Какое нам дело до всех этих картинок? Ведь вы не дети, которых привлекает пестрота красок и образов. Вот что, дайте мне вашу коллекцию на один вечер.
– Позвольте, – ответил Пуншевич, – вы и так поступаете не совсем корректно. Мы все вносим в общую сокровищницу, а вы даже не внесли и самого пустяшного предмета. Вы все обещаете «завтра, завтра принесу» и никогда и ничего не приносите.
Руки у Жулонбина дрожали.
– Дайте хоть на одну ночь эту коллекцию, – сменил он резкий тон на умоляющий. От волнения он встал. Его лицо носило следы великой горести.
«Не вернет, – подумал Пуншевич, – никак нельзя ему дать. Он жуткий человек, для которого самый процесс накопления является наслаждением. Так для игрока в карты сперва карты являются лишь средством. Так игрока сперва волнуют доступные в будущем картины и жизнь представляется удивительной. А затем остается только „выиграю или проиграю“. Так и писатель, должно быть, сперва пишет, чтобы раскрыть особый мир. Но нет, писатель, пожалуй, сюда не относится».
Умоляя, Жулонбин стоял и горестно перелистывал тетрадку.
– Если вы мне дадите на одну ночь, – сказал Жулонбин, сжимая тетрадку, видно было, что его руки сами хотят спрятать ее в карман, – то тогда завтра я принесу…
Но тут Жулонбин запнулся. Нет, ни за что он не расстанется с брючными пуговицами, с поломанными жучками, с огрызками карандашей, с этикетками от баклажанов, визитными карточками. Жулонбин чувствовал, что он ничего, решительно ничего не принесет завтра, и знал, что если эта тетрадка попадет в его комнату, то уж больше никто ее не увидит, что, несмотря ни на какие обидные слова, ее у него не выманить.
– Хотя вы и относитесь к вещам совершенно иначе, совсем не так, как мы, но все же я рискну и дам вам на одну ночь эту тетрадь. Но только чтоб к двенадцати часам она была у меня.
– Спасибо, – сказал Жулонбин радостно, – я честный человек!
Ссутулившись, стараясь не смотреть по сторонам, вернулся Жулонбин в свою комнату и лег в постель. Вбежала Ираида, укрыла его плечи одеялом.
– Отстань, не мешай, я не люблю!
Ираида захлопала в ладоши и стала приставать:
– Расскажи, как ты любишь, расскажи, как ты любишь, нет, ты расскажи, как ты любишь!
– Не топай, иди к маме, – сказал Жулонбин.
– А я видела во сне волка, – воскликнула радостно Ираи-да. – Он меня обнимал, целовал.
– Постой! Сновидение! – вскричал Жулонбин. – Я совсем позабыл, что решил собирать сны.
И Жулонбин погрузился в мечты о новой огромной области накопления.

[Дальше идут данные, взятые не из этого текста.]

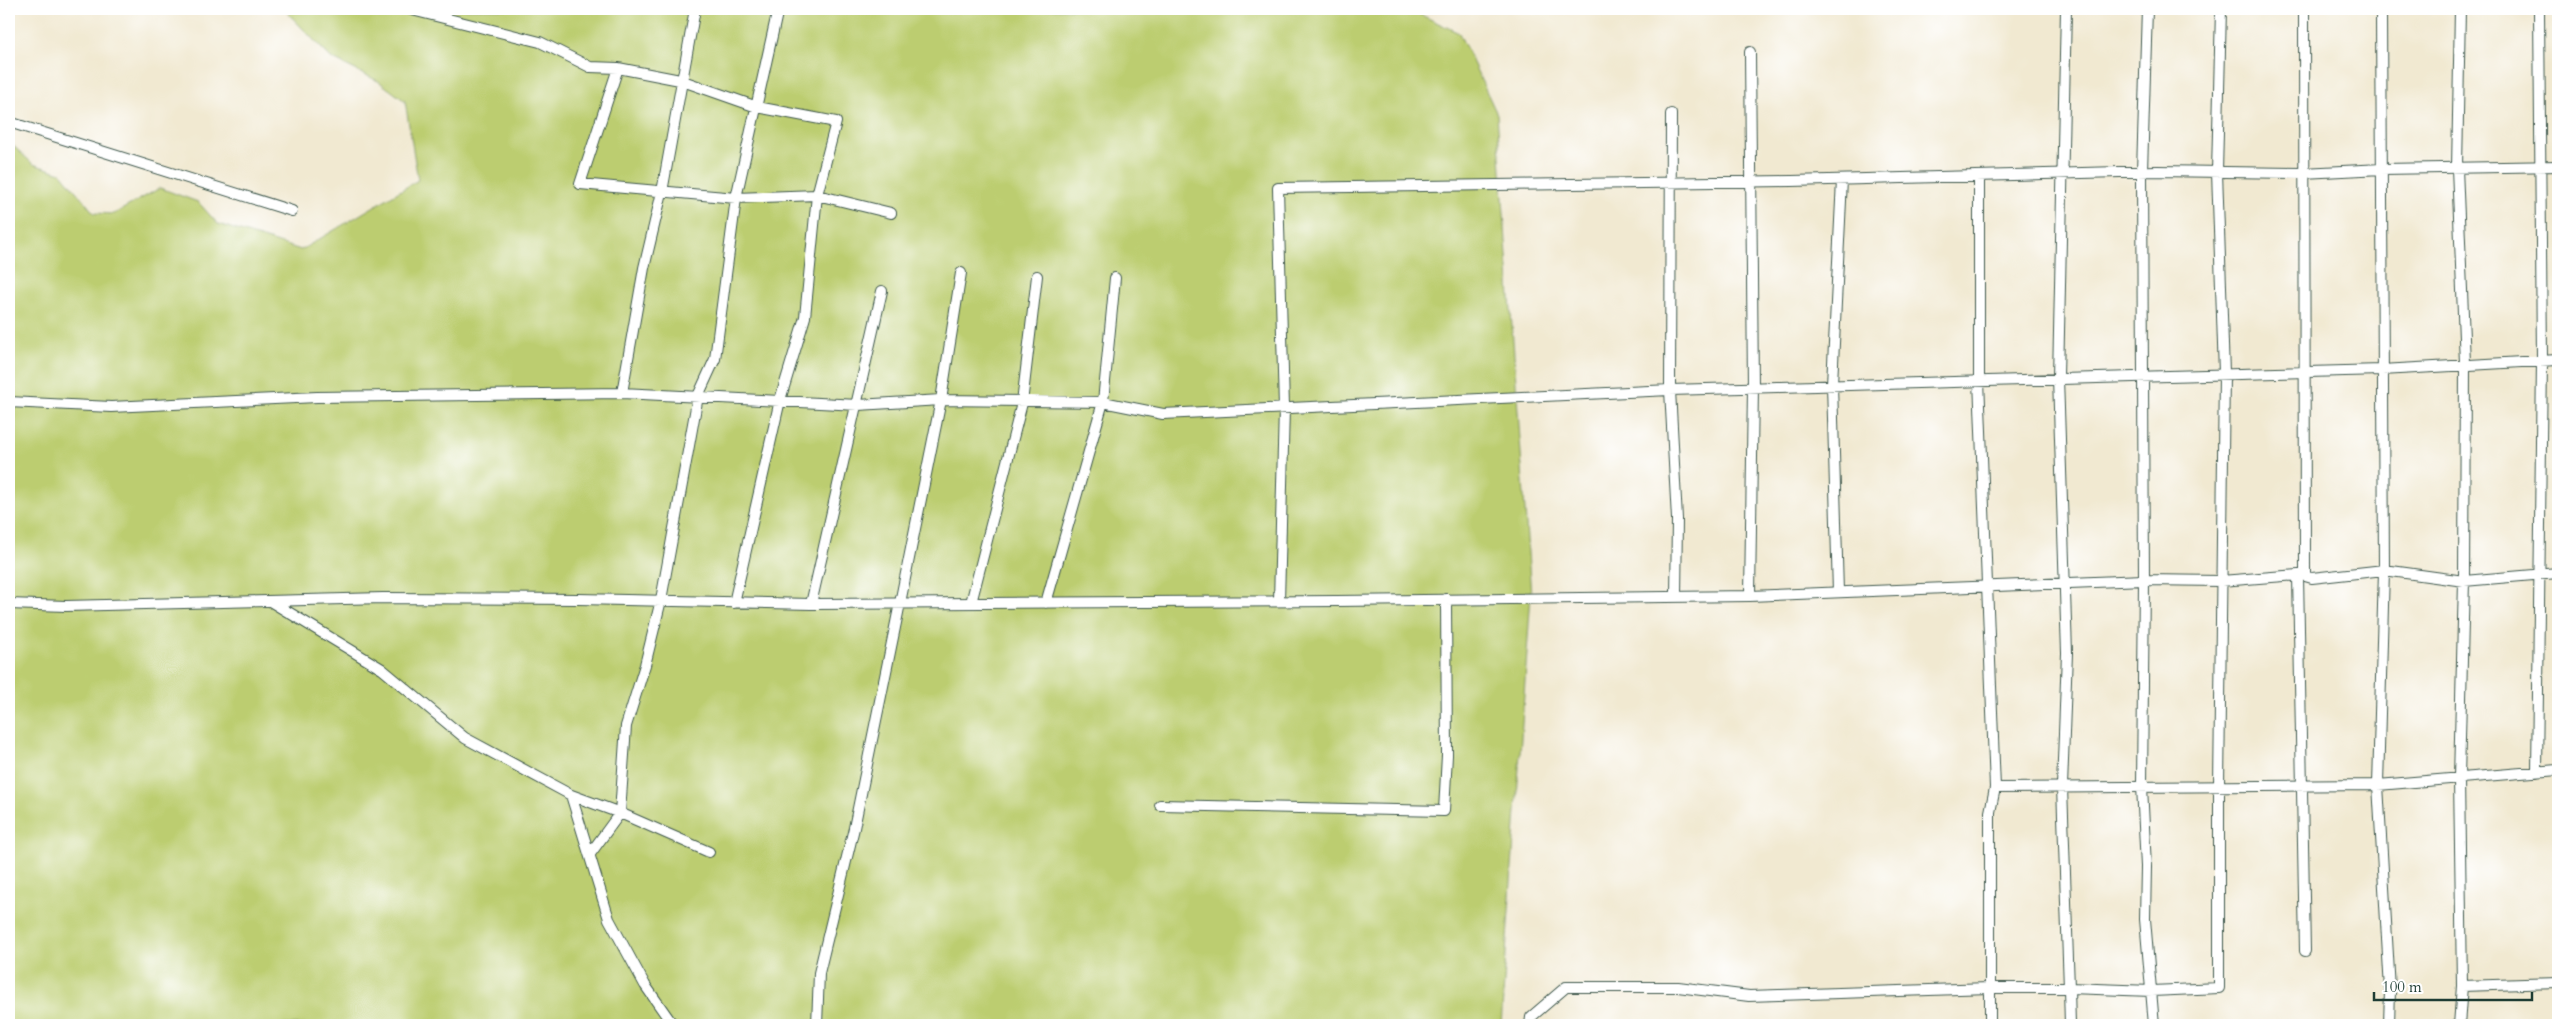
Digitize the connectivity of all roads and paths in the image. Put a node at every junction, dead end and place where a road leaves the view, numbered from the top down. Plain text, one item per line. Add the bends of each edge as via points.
1 (408, 9) edge
2 (694, 9) edge
3 (778, 9) edge
4 (2066, 9) edge
5 (2147, 9) edge
6 (2222, 9) edge
7 (2304, 9) edge
8 (2381, 9) edge
9 (2460, 9) edge
10 (2539, 9) edge
11 (1750, 52) dead end
12 (618, 68) junction
13 (680, 80) junction
14 (757, 106) junction
15 (1671, 114) dead end
16 (9, 122) edge
17 (2558, 166) edge
18 (2457, 168) junction
19 (2538, 168) junction
20 (2382, 169) junction
21 (2142, 171) junction
22 (2217, 172) junction
23 (2303, 173) junction
24 (2063, 174) junction
25 (1979, 176) junction
26 (1842, 180) junction
27 (1671, 181) junction
28 (1750, 181) junction
29 (662, 192) junction
30 (817, 195) junction
31 (736, 198) junction
32 (292, 211) dead end
33 (891, 213) dead end
34 (961, 273) dead end
35 (1037, 276) dead end
36 (1115, 278) dead end
37 (882, 291) dead end
38 (2542, 360) junction
39 (2558, 360) edge
40 (2466, 364) junction
41 (2382, 370) junction
42 (2305, 371) junction
43 (2224, 373) junction
44 (2145, 375) junction
45 (2058, 378) junction
46 (1979, 380) junction
47 (1832, 384) junction
48 (1753, 387) junction
49 (1670, 390) junction
50 (622, 393) junction
51 (698, 396) junction
52 (780, 400) junction
53 (941, 400) junction
54 (9, 402) edge
55 (1022, 402) junction
56 (1103, 402) junction
57 (858, 405) junction
58 (1284, 408) junction
59 (2384, 570) junction
60 (2558, 573) edge
61 (2301, 575) junction
62 (2540, 575) junction
63 (2144, 580) junction
64 (2221, 581) junction
65 (2464, 581) junction
66 (2063, 583) junction
67 (1986, 586) junction
68 (1838, 592) junction
69 (1750, 596) junction
70 (1676, 597) junction
71 (1446, 599) junction
72 (269, 600) junction
73 (660, 600) junction
74 (1280, 601) junction
75 (734, 602) junction
76 (900, 603) junction
77 (971, 603) junction
78 (1046, 603) junction
79 (9, 604) edge
80 (811, 604) junction
81 (2558, 770) edge
82 (2537, 772) junction
83 (2459, 778) junction
84 (2378, 785) junction
85 (2142, 786) junction
86 (2219, 786) junction
87 (2301, 786) junction
88 (2062, 787) junction
89 (1995, 788) junction
90 (571, 795) junction
91 (1160, 805) dead end
92 (620, 813) junction
93 (709, 852) dead end
94 (590, 854) junction
95 (2305, 951) dead end
96 (2558, 983) edge
97 (2462, 986) junction
98 (1989, 988) junction
99 (2069, 988) junction
100 (2152, 991) junction
101 (673, 1025) edge
102 (817, 1025) edge
103 (1530, 1025) edge
104 (1990, 1025) edge
105 (2070, 1025) edge
106 (2154, 1025) edge
107 (2389, 1025) edge
108 (2459, 1025) edge

1 - 12 street via 540,42 590,67
2 - 13 street
3 - 14 street
4 - 24 street
5 - 21 street
6 - 22 street
7 - 23 street
8 - 20 street
9 - 18 street
10 - 19 street
11 - 28 street
12 - 13 street
12 - 29 street via 580,184
13 - 14 street
13 - 29 street
14 - 30 street via 836,122
14 - 31 street
15 - 27 street
16 - 32 street
17 - 19 street
18 - 19 street
18 - 20 street
18 - 40 street
19 - 38 street
20 - 23 street
20 - 41 street
21 - 22 street
21 - 24 street
21 - 44 street
22 - 23 street
22 - 43 street
23 - 42 street
24 - 25 street
24 - 45 street
25 - 26 street
25 - 46 street
26 - 28 street
26 - 47 street
27 - 28 street
27 - 49 street
27 - 58 street via 1278,188
28 - 48 street
29 - 31 street
29 - 50 street via 644,268
30 - 31 street
30 - 33 street
30 - 52 street via 805,317
31 - 51 street via 715,359
34 - 53 street
35 - 55 street
36 - 56 street
37 - 57 street
38 - 39 street
38 - 40 street
38 - 62 street
40 - 41 street
40 - 65 street
41 - 42 street
41 - 59 street
42 - 43 street
42 - 61 street
43 - 44 street
43 - 64 street
44 - 45 street
44 - 63 street
45 - 46 street
45 - 66 street
46 - 47 street
46 - 67 street
47 - 48 street
47 - 68 street
48 - 49 street
48 - 69 street
49 - 58 street
49 - 70 street via 1677,519
50 - 51 street
50 - 54 street via 317,397 111,407
51 - 52 street
51 - 73 street
52 - 57 street
52 - 75 street
53 - 55 street
53 - 57 street
53 - 76 street
55 - 56 street
55 - 77 street
56 - 58 street via 1163,414
56 - 78 street
57 - 80 street
58 - 74 street
59 - 61 street via 2312,578
59 - 65 street
59 - 84 street
60 - 62 street
61 - 64 street
61 - 87 street
62 - 65 street
62 - 82 street
63 - 64 street
63 - 66 street
63 - 85 street
64 - 86 street
65 - 83 street
66 - 67 street
66 - 88 street via 2067,653
67 - 68 street
67 - 89 street
68 - 69 street
69 - 70 street
70 - 71 street
71 - 74 street
71 - 91 street via 1444,811
72 - 73 street
72 - 79 street via 66,606
72 - 90 street via 382,669 465,738
73 - 75 street
73 - 92 street via 626,726
74 - 78 street
75 - 80 street
76 - 77 street
76 - 80 street
76 - 102 street via 854,828 819,973
77 - 78 street
81 - 82 street
82 - 83 street
83 - 84 street
83 - 97 street
84 - 87 street
84 - 107 street via 2390,990
85 - 86 street
85 - 88 street
85 - 100 street via 2145,918
86 - 87 street
86 - 100 street via 2220,988
87 - 95 street
88 - 89 street
88 - 99 street
89 - 98 street via 1990,812
90 - 92 street
90 - 94 street
92 - 93 street
92 - 94 street
94 - 101 street via 609,919 645,985
96 - 97 street
97 - 108 street
98 - 99 street
98 - 103 street via 1748,996 1678,987 1566,987 1531,1017
98 - 104 street
99 - 100 street
99 - 105 street
100 - 106 street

Во сне Жулонбин видел, что он борется с Локоновым и отнимает у него накопленные сновидения, что Локонов падает, что он, Жулонбин, бежит в темноте по крышам, унося имущество Локонова.
«А что, если украсть, – подумал Жулонбин. – Ведь никто не поверит, что можно украсть сновидения».

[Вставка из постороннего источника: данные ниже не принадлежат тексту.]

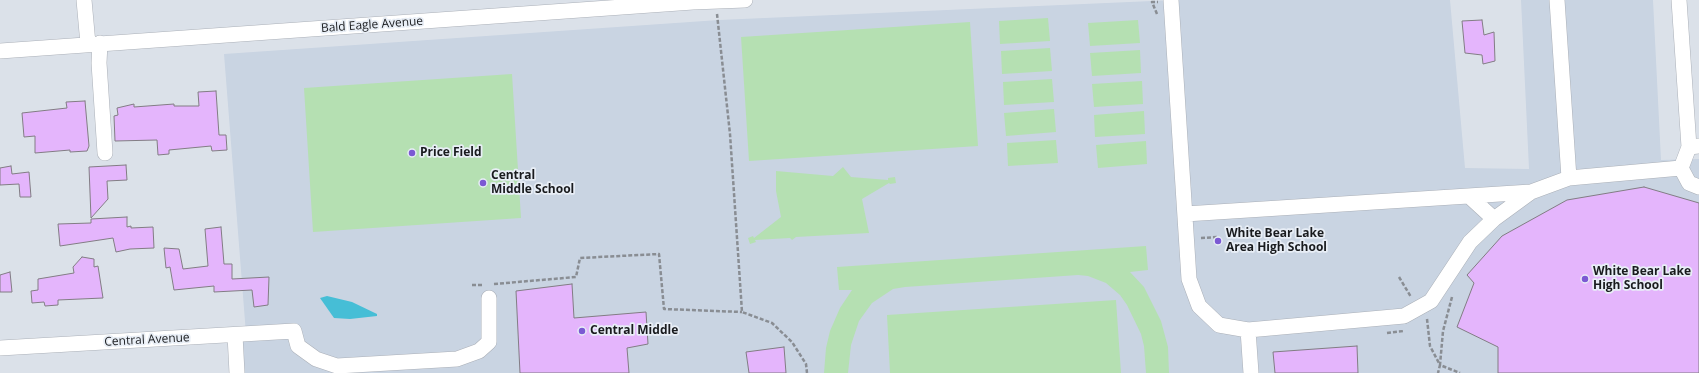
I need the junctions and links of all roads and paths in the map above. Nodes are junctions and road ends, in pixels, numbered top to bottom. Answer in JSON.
{"nodes":[{"id":1,"x":84,"y":0,"type":"edge"},
{"id":2,"x":745,"y":0,"type":"edge"},
{"id":3,"x":1171,"y":0,"type":"edge"},
{"id":4,"x":1557,"y":0,"type":"edge"},
{"id":5,"x":1679,"y":0,"type":"edge"},
{"id":6,"x":693,"y":1,"type":"edge"},
{"id":7,"x":714,"y":2,"type":"junction"},
{"id":8,"x":1152,"y":2,"type":"dead end"},
{"id":9,"x":1157,"y":22,"type":"dead end"},
{"id":10,"x":94,"y":44,"type":"junction"},
{"id":11,"x":0,"y":51,"type":"edge"},
{"id":12,"x":1694,"y":146,"type":"edge"},
{"id":13,"x":105,"y":153,"type":"dead end"},
{"id":14,"x":1681,"y":168,"type":"junction"},
{"id":15,"x":1569,"y":178,"type":"junction"},
{"id":16,"x":1699,"y":187,"type":"edge"},
{"id":17,"x":1530,"y":192,"type":"junction"},
{"id":18,"x":1469,"y":196,"type":"junction"},
{"id":19,"x":1185,"y":214,"type":"junction"},
{"id":20,"x":1494,"y":220,"type":"junction"},
{"id":21,"x":472,"y":284,"type":"dead end"},
{"id":22,"x":490,"y":289,"type":"junction"},
{"id":23,"x":1454,"y":294,"type":"dead end"},
{"id":24,"x":1451,"y":301,"type":"junction"},
{"id":25,"x":1445,"y":306,"type":"dead end"},
{"id":26,"x":742,"y":312,"type":"junction"},
{"id":27,"x":1434,"y":316,"type":"dead end"},
{"id":28,"x":1428,"y":320,"type":"junction"},
{"id":29,"x":1421,"y":324,"type":"dead end"},
{"id":30,"x":1248,"y":330,"type":"junction"},
{"id":31,"x":1408,"y":330,"type":"dead end"},
{"id":32,"x":1380,"y":334,"type":"dead end"},
{"id":33,"x":235,"y":335,"type":"junction"},
{"id":34,"x":0,"y":348,"type":"edge"},
{"id":35,"x":1440,"y":365,"type":"junction"},
{"id":36,"x":237,"y":373,"type":"edge"},
{"id":37,"x":807,"y":373,"type":"edge"},
{"id":38,"x":1252,"y":373,"type":"edge"},
{"id":39,"x":1438,"y":373,"type":"edge"},
{"id":40,"x":1460,"y":373,"type":"edge"}],
"edges":[{"from":1,"to":10,"type":"street"},
{"from":2,"to":7,"type":"street","name":"Bald Eagle Avenue"},
{"from":3,"to":19,"type":"street"},
{"from":4,"to":15,"type":"street"},
{"from":5,"to":12,"type":"street"},
{"from":6,"to":7,"type":"street","name":"Bald Eagle Avenue"},
{"from":6,"to":10,"type":"street","name":"Bald Eagle Avenue"},
{"from":7,"to":26,"type":"path"},
{"from":8,"to":9,"type":"path"},
{"from":10,"to":11,"type":"street","name":"Bald Eagle Avenue"},
{"from":10,"to":13,"type":"street"},
{"from":12,"to":14,"type":"street"},
{"from":14,"to":15,"type":"street"},
{"from":14,"to":16,"type":"street"},
{"from":15,"to":17,"type":"street"},
{"from":17,"to":18,"type":"street"},
{"from":17,"to":20,"type":"street"},
{"from":18,"to":19,"type":"street"},
{"from":18,"to":20,"type":"street"},
{"from":19,"to":30,"type":"street"},
{"from":20,"to":30,"type":"street"},
{"from":21,"to":22,"type":"path"},
{"from":22,"to":26,"type":"path"},
{"from":22,"to":33,"type":"street","name":"Central Avenue"},
{"from":23,"to":24,"type":"path"},
{"from":24,"to":25,"type":"path"},
{"from":24,"to":35,"type":"path"},
{"from":26,"to":37,"type":"path"},
{"from":27,"to":28,"type":"path"},
{"from":28,"to":29,"type":"path"},
{"from":28,"to":35,"type":"path"},
{"from":30,"to":38,"type":"street"},
{"from":31,"to":32,"type":"path"},
{"from":33,"to":34,"type":"street","name":"Central Avenue"},
{"from":33,"to":36,"type":"street"},
{"from":35,"to":39,"type":"path"},
{"from":35,"to":40,"type":"path"}]}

Все чаще и чаще голос в виске Анфертьева повторял:
– Пьяница, пьяница!
Опухший и багровый, Анфертьев чувствовал, что он не может больше работать. Голос в виске мешал ему.
С ужасом Торопуло как-то заметил, как пьет Анфертьев. Пьяница уже брал рюмку обеими руками, склонял голову и пил с каким-то страшным благоговением.

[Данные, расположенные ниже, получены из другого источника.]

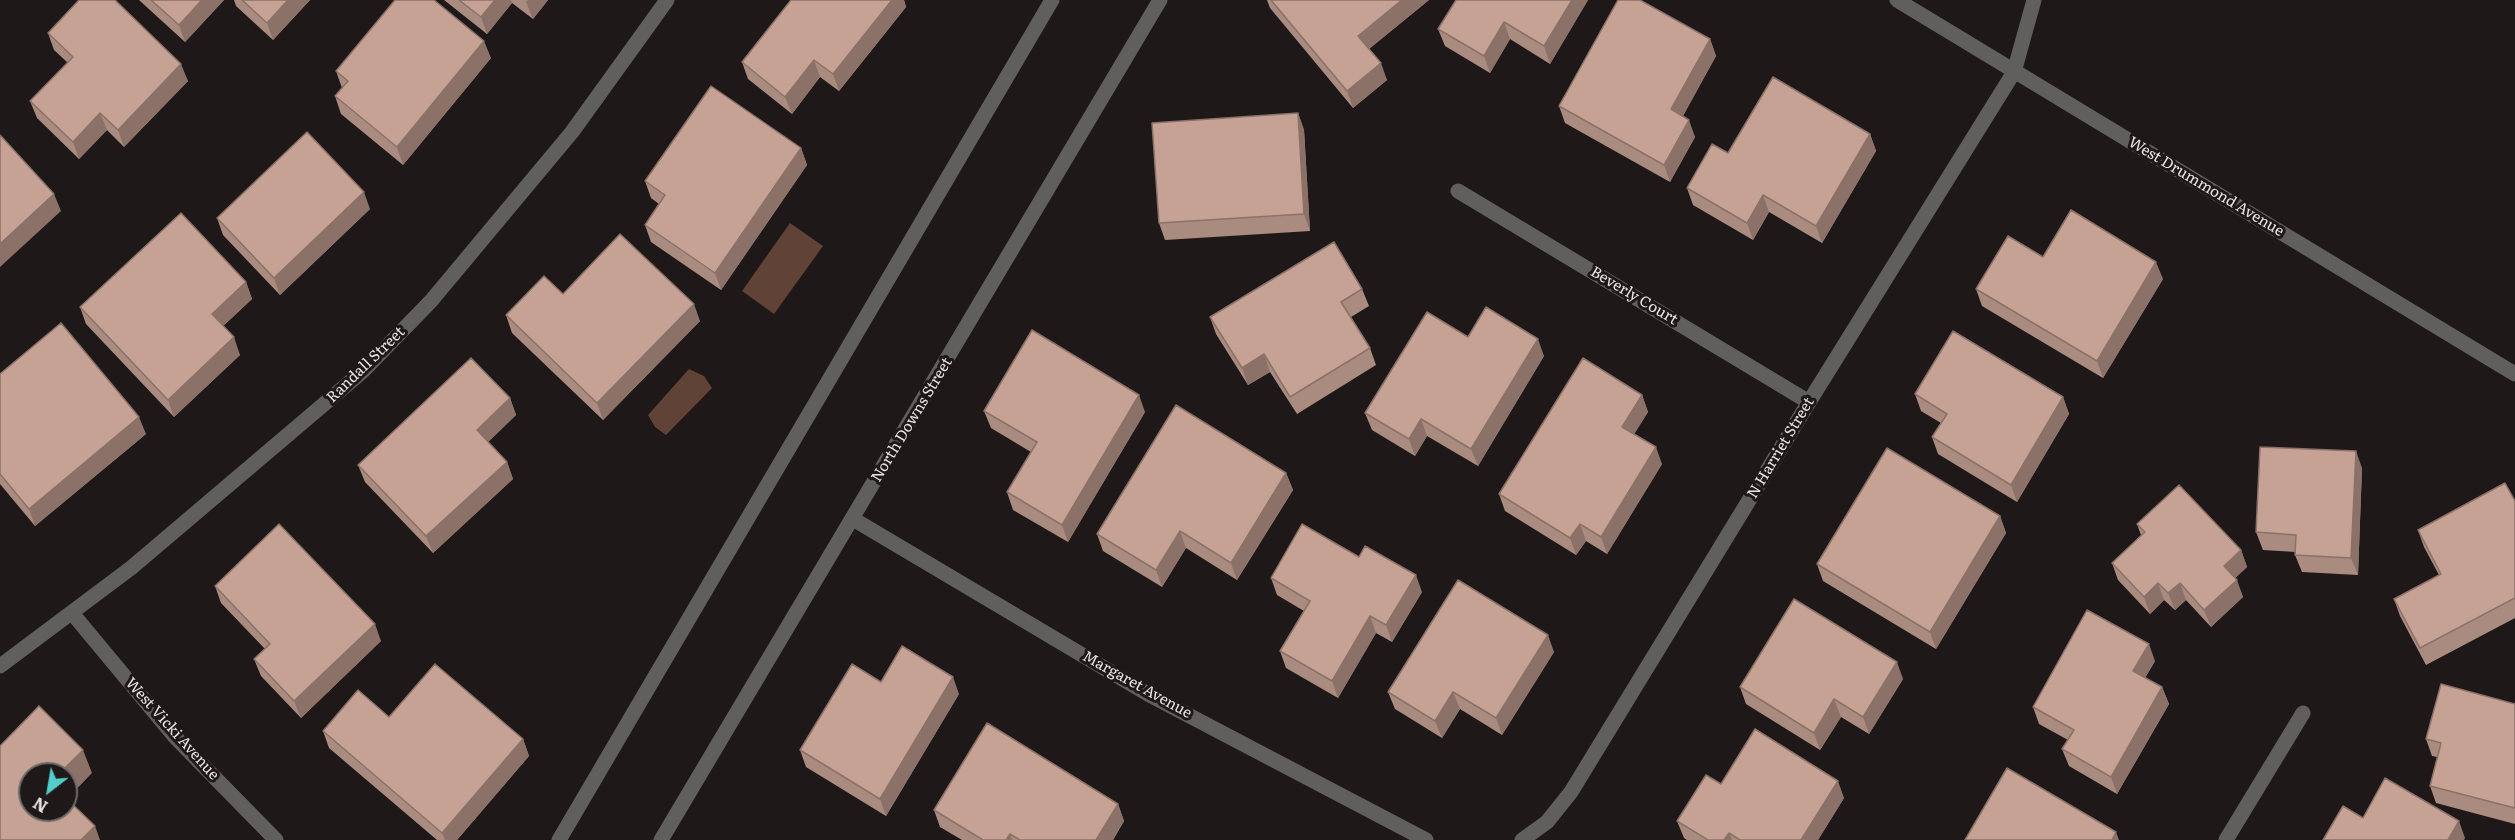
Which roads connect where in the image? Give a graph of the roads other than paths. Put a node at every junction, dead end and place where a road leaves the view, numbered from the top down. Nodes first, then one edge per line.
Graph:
1 (667, 0) edge
2 (1052, 0) edge
3 (1160, 0) edge
4 (1897, 0) edge
5 (2034, 0) edge
6 (2014, 72) junction
7 (1458, 191) dead end
8 (2515, 374) edge
9 (1809, 402) junction
10 (853, 519) junction
11 (72, 613) junction
12 (0, 666) edge
13 (2302, 713) dead end
14 (276, 840) edge
15 (559, 840) edge
16 (662, 840) edge
17 (1426, 840) edge
18 (1522, 840) edge
19 (2226, 840) edge

1 - 11 street, Randall Street
2 - 15 street
3 - 10 street, North Downs Street
4 - 6 street, West Drummond Avenue
5 - 6 street, N Harriet Street
6 - 8 street, West Drummond Avenue
6 - 9 street, N Harriet Street
7 - 9 street, Beverly Court
9 - 18 street, N Harriet Street
10 - 16 street, North Downs Street
10 - 17 street, Margaret Avenue
11 - 12 street, Randall Street
11 - 14 street, West Vicki Avenue
13 - 19 street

Торопуло хотел уговорить его пойти к доктору.
Торопуло зашел с Анфертьевым в первое попавшееся кафе. Он хотел напоить горячим кофеем своего друга, уговорить пойти к доктору.
Анфертьев в своем гороховом жар-жакете на рыбьем меху дрожал, как пойманный карманник.
Поднятый бывший барашковый воротник плохо защищал его голую шею.
Пьяница был обут в огромные английские военного образца ботинки, у кого-то провалявшиеся лет десять.
Благообразный и величавый, в шубе с бобровым воротником спец Торопуло и темный человек, дурно пахнувший после весело проведенной ночи, подошли к буфету.
Торопуло стал читать вывешенный список имеющихся блюд, но буфетчица с усмешечкой уронила:
– Не читайте, напрасно аппетит возбуждаете, все равно ничего нет. Садитесь за столик, что есть, вам подадут.
Инженер и темная личность сели за столик под яркой пальмой, пахнущей свежей краской.
Подобострастно и бесшумно к ним подкатился старичок-профессионал.
Нежно склонив голову, он страдальчески спросил, что им угодно.
– Осетрина есть?
– Нет-с, есть только пряники и коржики. Я вам принесу не по пятнадцать копеек, а по двадцать, – шепнул он на ухо дородному спецу, – они получше.
– Ну что ж, штучек десять дайте к кофе.
– Слушаюсь.
Пятясь задом, исчез профессионал.
С приятной улыбкой профессионал принес и поставил на стол двадцать пряников и четыре стакана кофе.
– Человек в стачке с буфетчицей! – сказал Анфертьев, превозмогая нервную дрожь.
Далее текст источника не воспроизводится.